Primera experiencia como sumisa en el sur.

La primera vez que llegué a experimentar el BDSM un poco más extremo, hice de sumisa en el sur por primera vez, me habían comentado que no era algo tan doloroso pero acabé en el hospital con una hemorragia de tres pares de narices.
Eso sí aguanté hasta el final acabando mi trabajo.
Fui la puta, la golfa, la mula de carga, la víctima violada y también la madre que odiaba, todo eso en conjunto para un hombre que me contrató una hora de auténtico sadismo.

La primera bofetada no me la esperaba, me hizo ponerme de rodillas para contemplarme así humillada delante de él, recuerdo que mi cara dio contra la pared y sentí un dolor fuerte que me dejó atontada, empezó atarme sobre la cama en posición fetal, con unas cuerdas de gimnasio todo el cuerpo, de forma que cualquier movimiento me tiraba de cualquier lado y me dolía bastante.

Para no oír mis quejidos, me tapó la boca con una cita marrón al rededor de mi cabeza para que no se soltara, en ese momento pensé más en mi pelo que en lo que pudiera hacerme alquel hombre.

Sacó su fusta de una bolsa de la compra que llevaba y empezó a pegarme despacio, suave, mientras me insultaba y tiraba de los pelos hacia él, creo que esa era la forma en la que se sentía poderoso ante una mujer atada e indefensa.
Empezó graduando el movimiento iba a más fuerte hasta escocerme la piel y dejarme marca, mi corazón se aceleraba como si estuviera en alerta de peligro y me estaba causando un ataque de ansiedad, estaba literalmente ahogándome, deseaba que pasase la puta hora y terminar la sesión cuando ya acababamos de empezar.
Me estaba dando cuenta de que me acababa de meter en una historia donde yo no me sentía muy identificada.
Después de enfustarme con unos cincuenta golpes en mi trasero,  yo seguía encima de la cama boca abajo, esperando la próxima cosa que me iba hacer, tenía miedo, la piel me escocía de los goles que me había dado, cuando volvía a darme otra vez en el mismo sitio me resquemaba y se nota que disfrutaba haciendo.

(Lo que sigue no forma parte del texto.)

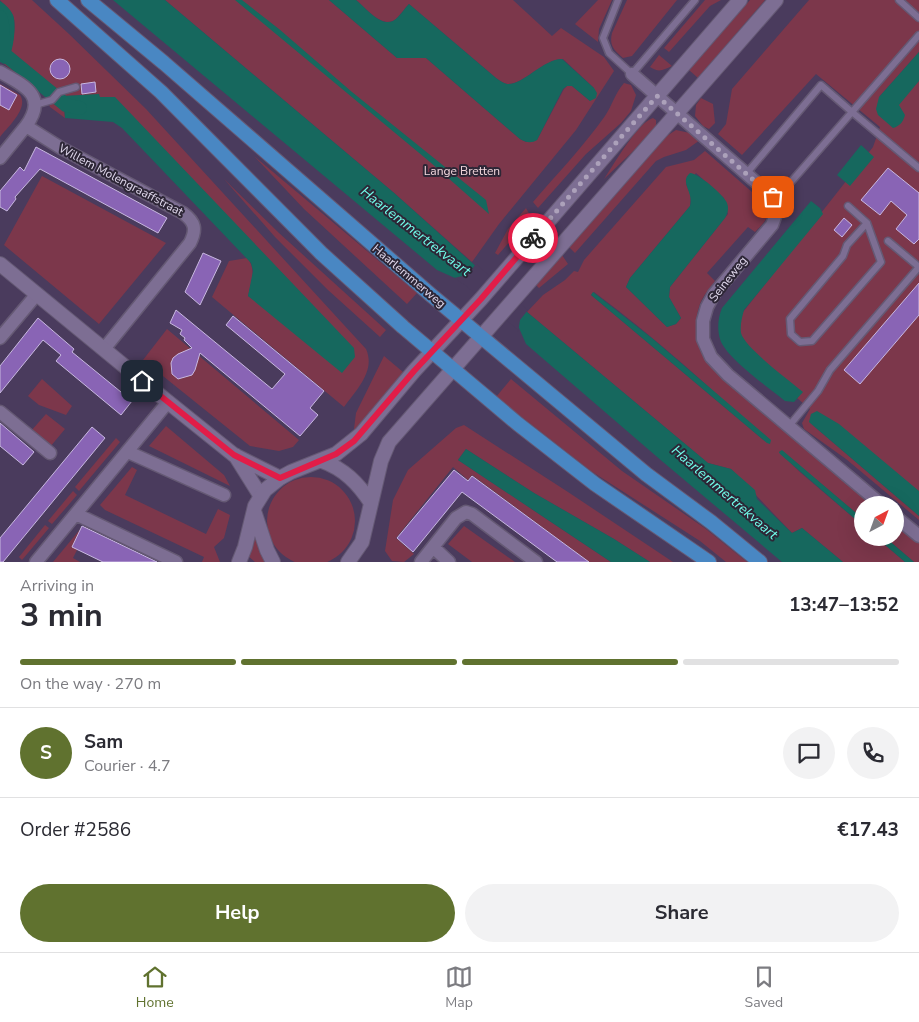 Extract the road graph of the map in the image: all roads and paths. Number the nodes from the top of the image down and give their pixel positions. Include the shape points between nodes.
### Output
1 (57, 0) edge
2 (88, 0) edge
3 (618, 0) edge
4 (695, 0) edge
5 (740, 0) edge
6 (776, 0) edge
7 (899, 0) edge
8 (919, 18) edge
9 (919, 35) edge
10 (0, 72) edge
11 (632, 74) junction
12 (76, 88) dead end
13 (657, 96) junction
14 (35, 105) junction
15 (852, 112) junction
16 (678, 114) junction
17 (26, 126) junction
18 (0, 158) edge
19 (919, 168) edge
20 (746, 174) junction
21 (773, 197) junction
22 (848, 206) dead end
23 (867, 223) junction
24 (888, 241) dead end
25 (0, 264) edge
26 (37, 294) junction
27 (461, 320) junction
28 (481, 337) junction
29 (0, 338) edge
30 (104, 349) junction
31 (432, 351) junction
32 (452, 369) junction
33 (168, 402) junction
34 (0, 412) edge
35 (789, 426) junction
36 (128, 452) junction
37 (50, 453) dead end
38 (234, 455) junction
39 (322, 461) junction
40 (280, 478) junction
41 (224, 495) dead end
42 (260, 495) junction
43 (871, 496) edge
44 (371, 503) junction
45 (254, 510) junction
46 (76, 514) junction
47 (904, 524) edge
48 (919, 536) edge
49 (433, 547) junction
50 (354, 560) edge
51 (36, 562) edge
52 (176, 562) edge
53 (239, 562) edge
54 (273, 562) edge
55 (421, 562) edge
56 (449, 562) edge
57 (536, 562) edge
58 (709, 562) edge
59 (760, 562) edge

1 - 31 main road via 160,92 321,253
2 - 27 main road, Haarlemmerweg
3 - 11 lane via 603,38 609,53
4 - 11 lane
5 - 13 main road
6 - 16 main road
7 - 8 lane
9 - 15 lane
10 - 14 street via 29,90
11 - 13 street
12 - 14 lane via 59,92 52,100
13 - 16 street
13 - 27 main road
14 - 17 street
15 - 19 lane
15 - 20 lane via 821,85
15 - 21 lane via 784,190
16 - 20 street
16 - 28 main road
17 - 18 street
17 - 30 street, Willem Molengraaffstraat via 183,213 194,223 190,243
20 - 21 street
21 - 35 street, Seineweg via 776,214 772,224 714,294 703,321 703,339 711,357
22 - 23 lane
23 - 23 lane via 790,319 791,334 800,342 812,341 881,262
24 - 35 lane via 919,267 830,370 818,392
25 - 26 main road
26 - 29 street
26 - 30 main road
27 - 28 main road, Haarlemmerweg
27 - 31 main road
28 - 32 main road
28 - 59 main road, Haarlemmerweg via 646,474
30 - 33 main road
31 - 32 main road
31 - 39 main road via 354,441
32 - 44 main road via 389,442
32 - 58 main road via 595,484
33 - 36 street
33 - 38 main road
34 - 37 street
35 - 43 street, Seineweg
36 - 41 street
36 - 46 street
38 - 40 main road
38 - 42 main road
39 - 40 main road
39 - 44 main road via 348,475
40 - 42 main road
42 - 45 main road
44 - 50 main road via 362,542
45 - 53 main road
45 - 54 main road
46 - 51 street
46 - 52 street
47 - 48 street
49 - 55 street
49 - 56 street
49 - 57 street via 456,518 466,512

Sacó un guante de su bolsa del corte inglés y se lo puso en la mano y empezó a tocar mi sexo, mi culo, esa parte no parecía tan sadica hasta que cogió su lubricante de Durex y me metió un dedo en el culo, nunca me había metido algo más que un laxante para ir al baño y sentí un dolor que parecía que me estaban cortando ahí abajo, me retorcía de dolor mientras que mi amo me decía que no pusiera resistencia.
Era insoportable aguantar aquello, quería que cambiase a otra cosa pero yo estaba con la boca tapada y poco podía decir mientras me decía que no quería oír mi voz de puta y que me jodiera si me dolía, vaya si me dolía! Así estuvo pocos minutos, al sacar su dedo de mi culo, le vi un poco de rojo de mi sangre, en el guante, fantástico, he perdido mi virginidad anal, gracias! Pero cuando acabe la sesión pienso decirle cuatro cosas. Pensé.

La falta de experiencia me hizo encima ponerme digna después de no darme cuenta de que me había contratado para ser su sumisa.

Lo cierto es que lo le pillaba es sabor a la sumisión a medida que muy lentamente pasaba el tiempo, era mi primera vez y aquella la última, hasta un día en Private24, Oviedo, pero con este amo asturiano es algo más light.

Con su pie me pisaba la cabeza mientras me insultaba, me estaba agobiando no poder moverme, hacía presión de forma que solo sentía una ligera molestia pero después se pasaba, estuvo poco rato con esa mini tortura. 

Sacó más cosas de su bolsa, joder! Que te has traído el kid de enfermería sadica de la Barbie?? Me pregunté para mis adentros, las bolsas del corte inglés, no es por nada, pero cabe de todo y son más resistentes que las del Mercadona.

Saca un paquete de pinzas de la ropa y lo abre, en serio? Vamos a tender la ropa que tengo en la lavadora? Bien! 
-Virginia, ahora te voy a poner pinzas por todos lados, vas a sentir dolor pero también placer.
(…) no puedo hablar de la emoción, tengo la boca tapada. 🤐

Me pone pinzas de la ropa en los pezones, lo hace de forma que no me duele, en el coño también, en mis labios de abajo y me noto rara, saca una vela roja, la enciende y me tira vela por donde se le ocurre, un poco de abrasión, no está mal la sensación… me gusta, me cae en los pechos, la barriga, mi sexo, cuello… dejando una distancia desde su mano hasta mi cuerpo, que al caer no quema pero si se siente caliente.
Me la mete en el coño encendida, no me muevo, pero estoy cagada de miedo, joder, este hombre no se le acaban las fantasías? Pienso.

Me saca la vela del coño, la sopla apagandola y la tira al suelo.

Joder, cómo coño, voy a quitar la cera del suelo con la fregona? También lo pienso y me pone de una mala hostia, que el dolor se me pasa.

Me quita las pinzas de los pezones y los toca como si estuviera cambiando la sintonía de una emisora de esas radios de antes.

Me duele bastante, tanto que quiero tirar la manta y dejar la sesión pero sigo, me quita las pinzas del coño y me empieza a flotar con la mano y noto que me mete algo dentro con un condón, empieza a vibrar eso dentro de mí y va graduando la vibración y me provoca una hemorragia y me lo quita, me quita las cuerdas que me tiran de la cintura y piernas y se pone un condón y me folla fuerte, con las manos atadas, como si me estuviera violando, diciendo el nombre de su madre, insultándola y me pegaba alguna bofetada en la cara, de pronto me escupe en las tetas.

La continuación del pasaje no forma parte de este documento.